Common: constipation, nausea, flatulence; uncommon: abdominal pain, abdominal discomfort, dry mouth, pain in the upper abdomen, vomiting, dyspepsia; rare: ileus (including paralytic ileus), megacolon (including toxic megacolon), glossodynia, abdominal distension.
Pathology of the skin and subcutaneous tissue.
Uncommon: rash; rare: bullous rash (including Stevens-Johnson syndrome, toxic epidermal necrolysis and erythema multiforme), angioedema, urticaria, pruritus.
Renal and urinary disorders.
Rare: urinary retention.
General disorders and administration site conditions.
Rare: fatigue.
For ADRs reported in clinical trials for which frequency is not presented, the term has not been observed, nor is it considered an ADR for this indication.
Children: The safety of Loperamide HCl was evaluated in 607 patients aged 10 days to 13 years, who participated in 13 controlled and uncontrolled clinical trials with Loper amide HCl used for the treatment of acute diarrhea.

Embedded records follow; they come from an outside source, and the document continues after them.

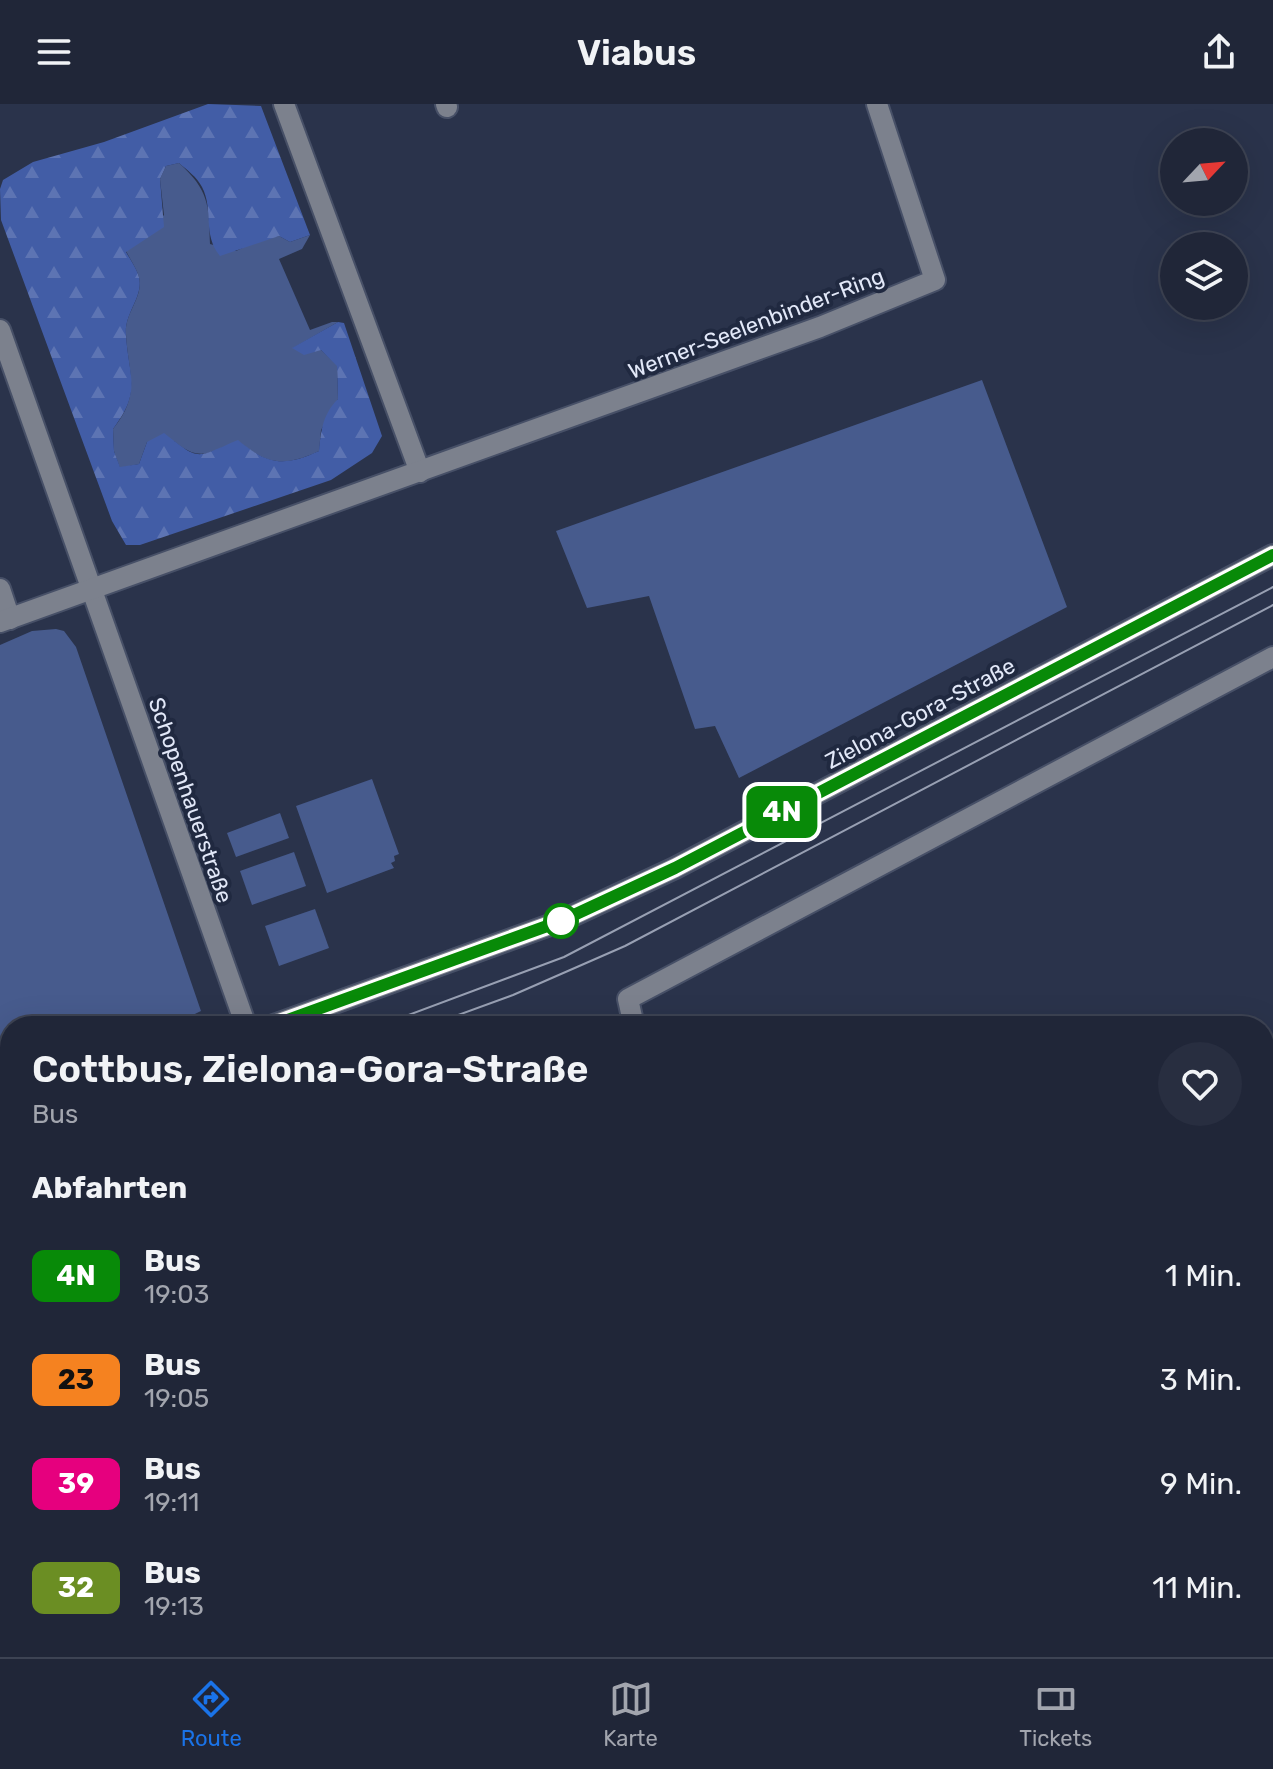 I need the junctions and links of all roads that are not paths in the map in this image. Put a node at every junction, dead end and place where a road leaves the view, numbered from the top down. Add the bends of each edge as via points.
1 (284, 104) edge
2 (877, 104) edge
3 (0, 330) edge
4 (420, 472) junction
5 (1273, 555) edge
6 (0, 589) edge
7 (92, 589) junction
8 (5, 620) edge
9 (1273, 657) edge
10 (242, 1016) edge
11 (299, 1016) edge
12 (632, 1016) edge

1 - 4 street
2 - 4 street, Werner-Seelenbinder-Ring via 935,280
3 - 7 street, Schopenhauerstraße
4 - 7 street, Werner-Seelenbinder-Ring
5 - 11 street, Zielona-Gora-Straße via 603,903
6 - 8 street
7 - 8 street
7 - 10 street, Schopenhauerstraße
9 - 12 street via 628,999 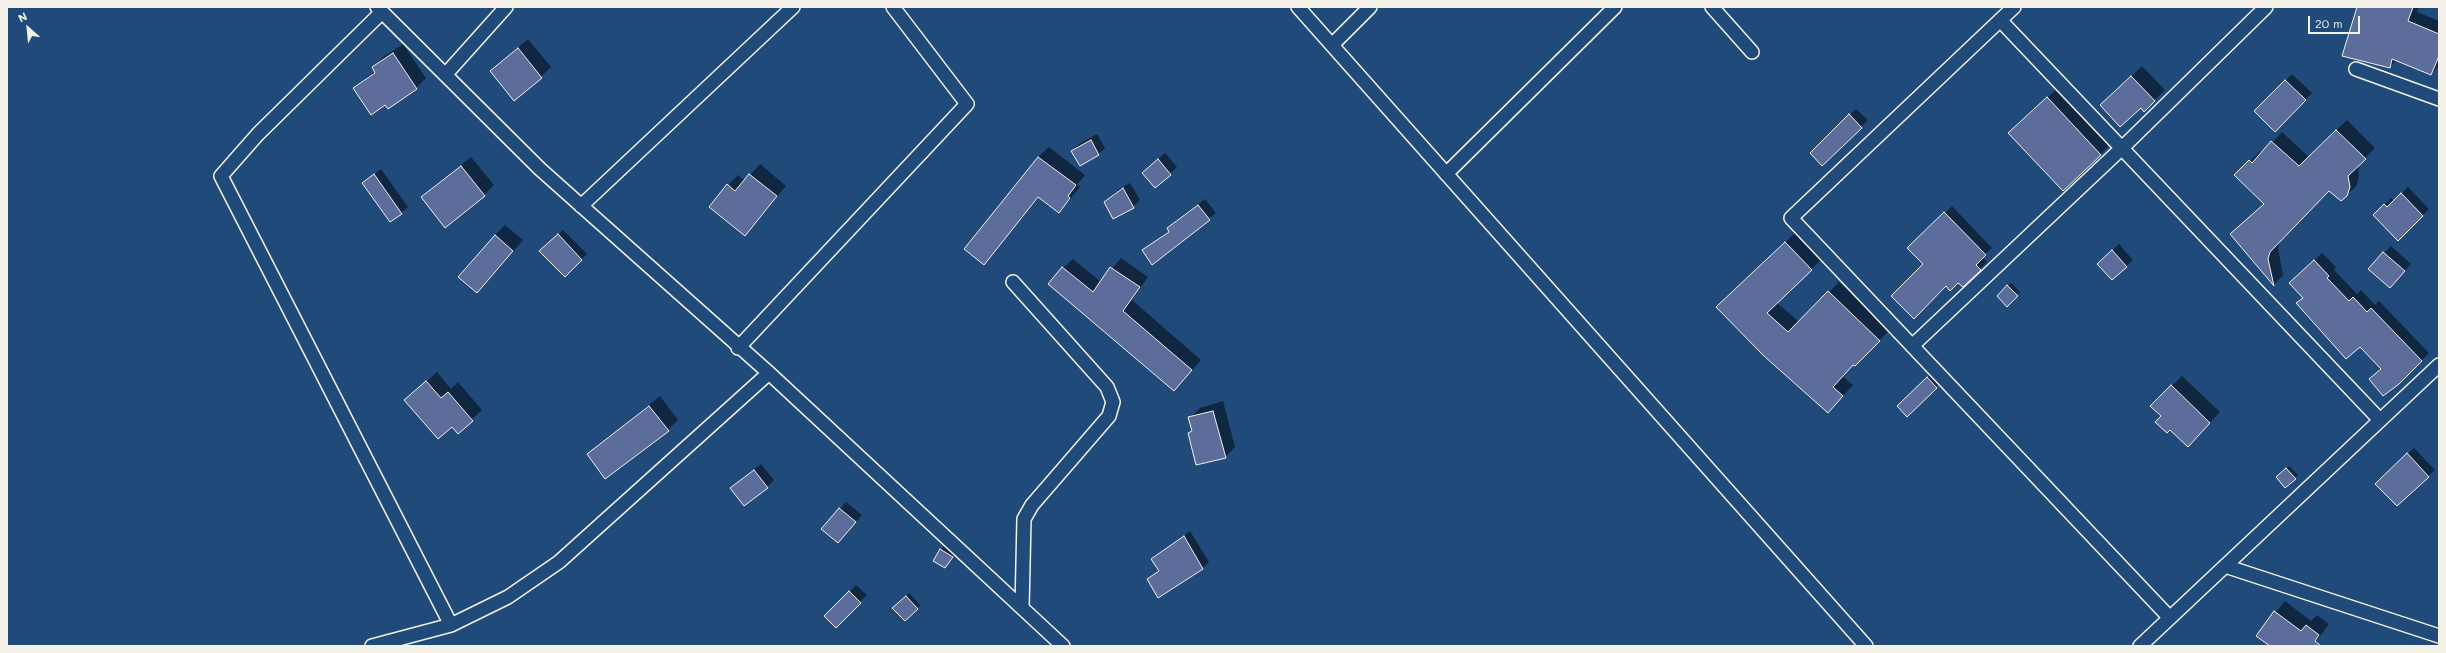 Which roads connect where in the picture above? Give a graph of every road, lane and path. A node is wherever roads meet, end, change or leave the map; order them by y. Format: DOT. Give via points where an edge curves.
graph roads {
  1 [pos="506,7"];
  2 [pos="793,7"];
  3 [pos="893,7"];
  4 [pos="1298,7"];
  5 [pos="1370,7"];
  6 [pos="1615,7"];
  7 [pos="1712,7"];
  8 [pos="2014,7"];
  9 [pos="2266,7"];
  10 [pos="380,10"];
  11 [pos="2000,20"];
  12 [pos="1332,45"];
  13 [pos="1752,52"];
  14 [pos="2356,69"];
  15 [pos="446,74"];
  16 [pos="2439,99"];
  17 [pos="2121,149"];
  18 [pos="1446,174"];
  19 [pos="581,206"];
  20 [pos="1013,282"];
  21 [pos="1912,346"];
  22 [pos="738,348"];
  23 [pos="2439,365"];
  24 [pos="768,374"];
  25 [pos="2380,420"];
  26 [pos="2226,566"];
  27 [pos="1022,608"];
  28 [pos="2170,618"];
  29 [pos="451,624"];
  30 [pos="2439,636"];
  31 [pos="372,646"];
  32 [pos="1063,646"];
  33 [pos="1866,646"];
  34 [pos="2140,646"];
  1 -- 15 [label="street"];
  2 -- 19 [label="street"];
  3 -- 22 [label="street" via="967,104"];
  4 -- 12 [label="street"];
  5 -- 12 [label="street"];
  6 -- 18 [label="street"];
  7 -- 13 [label="street"];
  8 -- 11 [label="street"];
  9 -- 17 [label="street"];
  10 -- 15 [label="street"];
  10 -- 29 [label="street" via="258,134 221,176"];
  11 -- 17 [label="street"];
  11 -- 21 [label="street" via="1791,218"];
  12 -- 18 [label="street"];
  14 -- 16 [label="street"];
  15 -- 19 [label="street" via="540,169"];
  17 -- 21 [label="street"];
  17 -- 25 [label="street"];
  18 -- 33 [label="street"];
  19 -- 22 [label="street"];
  20 -- 27 [label="street" via="1107,387 1113,402 1109,416 1032,505 1024,519"];
  21 -- 28 [label="street"];
  22 -- 24 [label="street"];
  23 -- 25 [label="street"];
  24 -- 27 [label="street"];
  24 -- 29 [label="street" via="559,562 508,597"];
  25 -- 26 [label="street"];
  26 -- 28 [label="street"];
  26 -- 30 [label="street"];
  27 -- 32 [label="street"];
  28 -- 34 [label="street"];
  29 -- 31 [label="street"];
}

In general, the profile of ADRs in this patient population was similar to that observed in clinical trials with Loperamide HCl used in adults and children aged 12 years and over.
The reporting of suspected adverse reactions that occur after the authorization of the drug is important, as it allows continuous monitoring of the benefit / risk ratio of the drug.

PREGNANCY AND BREASTFEEDING:
The administration of the product during pregnancy is not recommended.
Pregnant or lactating women should therefore consult their doctor for appropriate treatment.